The dashed rectangle represents the part that the maintenance team is working with. On top of the so-called Tool-Basis, the tools can be implemented with the aid of documentation of the native pattern language. The Tool-Basis contains the infrastructure that can be shared in custom tools, and takes care of the fact that the grammar, the generic transformations, and the generic analyzers are known in the custom made tools. In this paper we treat a case study that delivers a number of typical tools.
The ASF+SDF Meta-Environment is an interactive programming environment generator that takes a language definition as input (including a definition of the syntax of this language and optionally other operations on programs in the language such as, for instance, interpretation, compilation or transformation) and generates corresponding tools as output. From the syntax definition of a language in SDF various components are generated: a lexical scanner [23], a Generalized LR parser [22], a syntax-directed editor [28], a pretty printer [12], and optionally traversal functions and program analysis functions [8]. For the operations defined on programs, efficient term-rewrite engines are generated. We mention that Generalized LR parsing is particularly helpful for reengineering and maintenance, see [11] for details.
We can combine tools to obtain larger tools with a more complex behaviour. Using this component based engineering [27] many tools can easily be reused. We glue these components together with a coordination language called SEAL [29]. SEAL stands for Semantics-directed Environment Adaptation Language; it not only takes care of the coordination but also of a graphical user interface [30]. It is possible to change the coordination run-time, and to add functionality run-time, which is helpful in rapid development of custom tools.
In Figure 2 we give an idea of the look-and-feel of the ASF+SDF Meta-Environment in action.
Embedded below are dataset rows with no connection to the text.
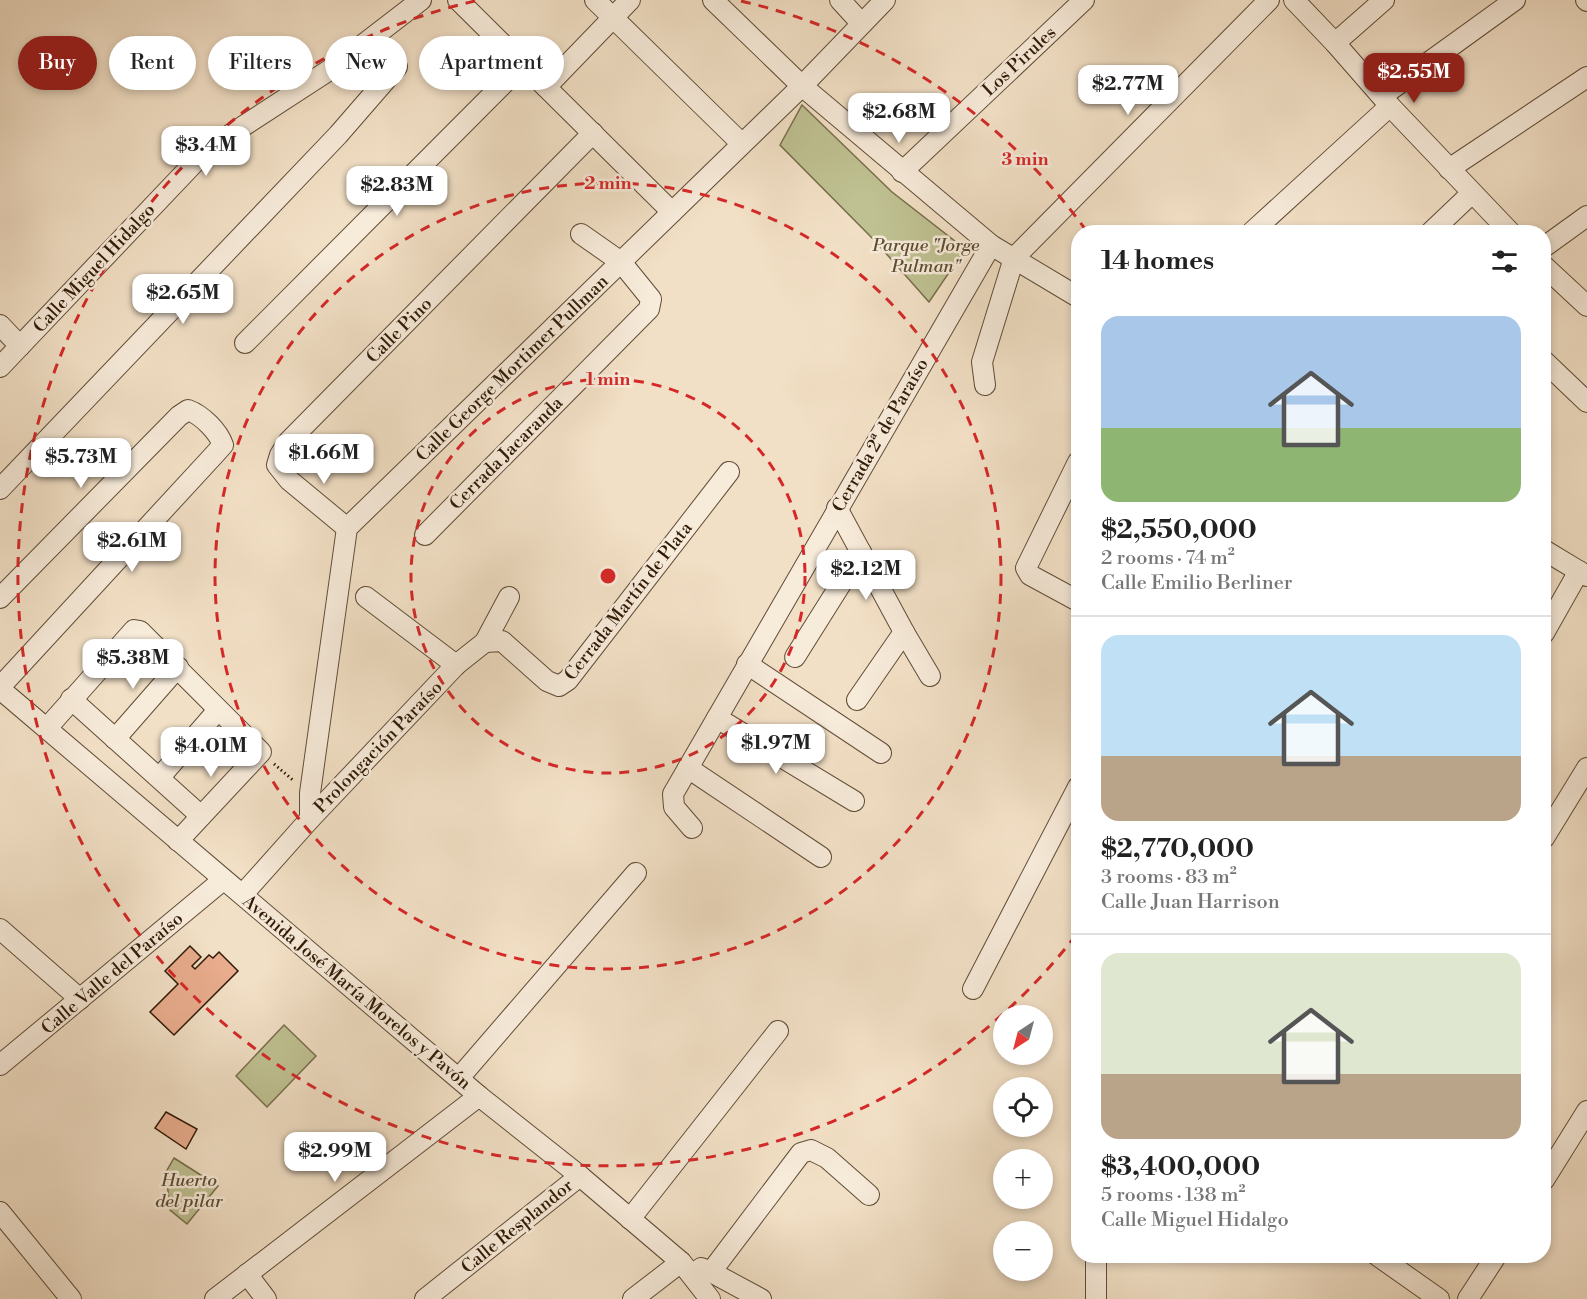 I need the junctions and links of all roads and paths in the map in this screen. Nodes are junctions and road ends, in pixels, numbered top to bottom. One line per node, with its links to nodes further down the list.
1 (421, 0): 44 (street, Calle Miguel Hidalgo)
2 (458, 0): 15 (street)
3 (595, 0): 13 (street)
4 (630, 0): 13 (street)
5 (713, 0): 19 (street)
6 (840, 0): 14 (street)
7 (885, 0): 14 (street, Calle George Mortimer Pullman)
8 (1084, 0): 27 (street, Los Pirules)
9 (1269, 0): 37 (street)
10 (1294, 0): 16 (street)
11 (1384, 0): 16 (street)
12 (1515, 0): 23 (street)
13 (613, 17): 17 (street); 25 (street)
14 (861, 23): 19 (street, Calle George Mortimer Pullman)
15 (493, 36)
16 (1335, 43): 23 (street)
17 (564, 68)
18 (1587, 77): 26 (street)
19 (802, 86): 25 (street, Calle George Mortimer Pullman); 27 (street)
20 (376, 90): 51 (street)
21 (497, 90): 43 (street)
22 (549, 90): 24 (street)
23 (1386, 101): 26 (street); 31 (street)
24 (593, 134): 29 (street); 53 (street, Calle Pino)
25 (741, 143): 29 (street, Calle George Mortimer Pullman)
26 (1449, 169): 28 (street)
27 (902, 172): 36 (street)
28 (1472, 193): 32 (street); 33 (street)
29 (672, 212): 38 (street, Calle George Mortimer Pullman)
30 (1587, 216): 35 (street)
31 (1259, 225)
32 (1438, 225)
33 (1503, 225)
34 (581, 234): 38 (street)
35 (1551, 242)
36 (991, 245): 37 (street); 52 (street, Cerrada 2ª de Paraíso)
37 (1014, 258): 40 (street); 47 (street)
38 (621, 262): 53 (street, Calle George Mortimer Pullman); 54 (street, Cerrada Jacaranda)
39 (1551, 273): 41 (street)
40 (1071, 293)
41 (1587, 306)
42 (0, 325): 44 (street)
43 (246, 343)
44 (20, 346): 45 (street, Calle Miguel Hidalgo)
45 (0, 367)
46 (1551, 368): 48 (street)
47 (985, 385)
48 (1587, 402)
49 (729, 472): 64 (street, Cerrada Martín de Plata)
50 (1071, 476): 60 (street)
51 (0, 489)
52 (837, 508): 55 (street); 66 (street, Cerrada 2ª de Paraíso)
53 (347, 528): 84 (street)
54 (424, 535)
55 (861, 552): 63 (street); 65 (street)
56 (1551, 554): 57 (street)
57 (1583, 573): 62 (street)
58 (366, 597): 67 (street)
59 (508, 597): 64 (street, Prolongación Paraíso)
60 (1071, 597)
61 (0, 598): 70 (street)
62 (1551, 622)
63 (904, 632): 69 (street); 72 (street)
64 (485, 642): 67 (street, Prolongación Paraíso)
65 (795, 657)
66 (747, 664): 74 (street, Cerrada 2ª de Paraíso); 77 (street)
67 (456, 665): 84 (street, Prolongación Paraíso)
68 (178, 667): 71 (street); 73 (street); 76 (street)
69 (930, 676)
70 (0, 688): 75 (street, Avenida José María Morelos y Pavón)
71 (71, 699): 75 (street); 76 (street)
72 (857, 700)
73 (218, 710): 80 (street); 83 (street)
74 (717, 718): 78 (street, Cerrada 2ª de Paraíso); 81 (street)
75 (47, 728): 87 (street, Avenida José María Morelos y Pavón)
76 (115, 739): 80 (street)
77 (881, 753)
78 (688, 768): 86 (street, Cerrada 2ª de Paraíso); 88 (street)
79 (1587, 768): 85 (street)
80 (160, 777): 83 (street)
81 (854, 801)
82 (1071, 801): 93 (street)
83 (201, 816): 87 (street)
84 (310, 819): 91 (street, Prolongación Paraíso)
85 (1551, 827)
86 (692, 828)
87 (177, 841): 90 (street, Avenida José María Morelos y Pavón)
88 (821, 857)
89 (636, 873): 97 (street)
90 (224, 880): 91 (street, Avenida José María Morelos y Pavón); 94 (street, Calle Valle del Paraíso)
91 (243, 894): 97 (street, Avenida José María Morelos y Pavón)
92 (0, 929): 94 (street)
93 (974, 989)
94 (80, 999): 96 (street, Calle Valle del Paraíso)
95 (778, 1030): 104 (street)
96 (0, 1065)
97 (459, 1078): 98 (street, Avenida José María Morelos y Pavón)
98 (479, 1096): 101 (street, Avenida José María Morelos y Pavón); 110 (street)
99 (1587, 1111): 100 (street)
100 (1551, 1169)
101 (580, 1176): 104 (street, Avenida José María Morelos y Pavón); 114 (street, Calle Resplandor)
102 (869, 1194): 109 (street)
103 (0, 1212): 111 (street)
104 (630, 1219): 105 (street, Avenida José María Morelos y Pavón)
105 (681, 1262): 109 (street); 115 (street); 116 (street, Avenida José María Morelos y Pavón)
106 (1096, 1263): 118 (street)
107 (1388, 1263): 119 (street)
108 (1491, 1263): 120 (street)
109 (711, 1272): 117 (street)
110 (247, 1274): 112 (street); 113 (street)
111 (70, 1299)
112 (215, 1299)
113 (266, 1299)
114 (425, 1299)
115 (633, 1299)
116 (710, 1299)
117 (761, 1299)
118 (1096, 1299)
119 (1439, 1299)
120 (1468, 1299)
This screen dump shows the implementation of the maintenance tasks that we obtained from the maintenance team. The upper window is the ASF+SDF Meta-Environment. You can add and delete specifications. Specifications can be syntax descriptions of languages, or tools. They are called modules, and they can be edited via the edit-module window. We can also open editors that understand the syntax of a certain module. For instance the COBOL-plus window is an editor that can parse OS/VS COBOL plus CICS plus SQL. The buttons at the left-side of the COBOL-plus window are implemented using SEAL. Part of the coordination script can be seen in the upper-right window: it contains the functionality of some EvalSQLa button. This editor understands the SEAL language. We pressed the Typecheck button, that checks for type errors in the SEAL script. The SEAL window below pops up and tells us whether there are errors. As an example, we also pressed the McCabe button of the COBOL-plus window. This results in the small window with the 13 in it. We will discuss the functionality of the maintenance tasks in the next section.
We carried out the case study on part of a stockbroking system in order to show the usefulness of the architecture that we propose. The development of the case study can be characterized as evolutionary. The earliest parts are from before 1980. Today, 1998, still new functionality is added to it. The maintenance tasks we discuss are all in the vein of this evolutionary process. They are concerned with restructuring of the error handling process after an SQL statement has approached a DB2-table. The values of the exit status of an SQL statement are modified in the new release of the embedded SQL that is used in this system. In the current situation, some of the return codes are hard-wired coded into the stockbroking system. This information will now be stored in a separate program that should be called. So a transformation that we carried out implements the change from the coded constants to the call. Overtime, the structure of the error handling procedures themselves, has extended. At this moment the decision structure is not optimal anymore. The other transformation that we carried out turns those decision structures into structures that are now more natural.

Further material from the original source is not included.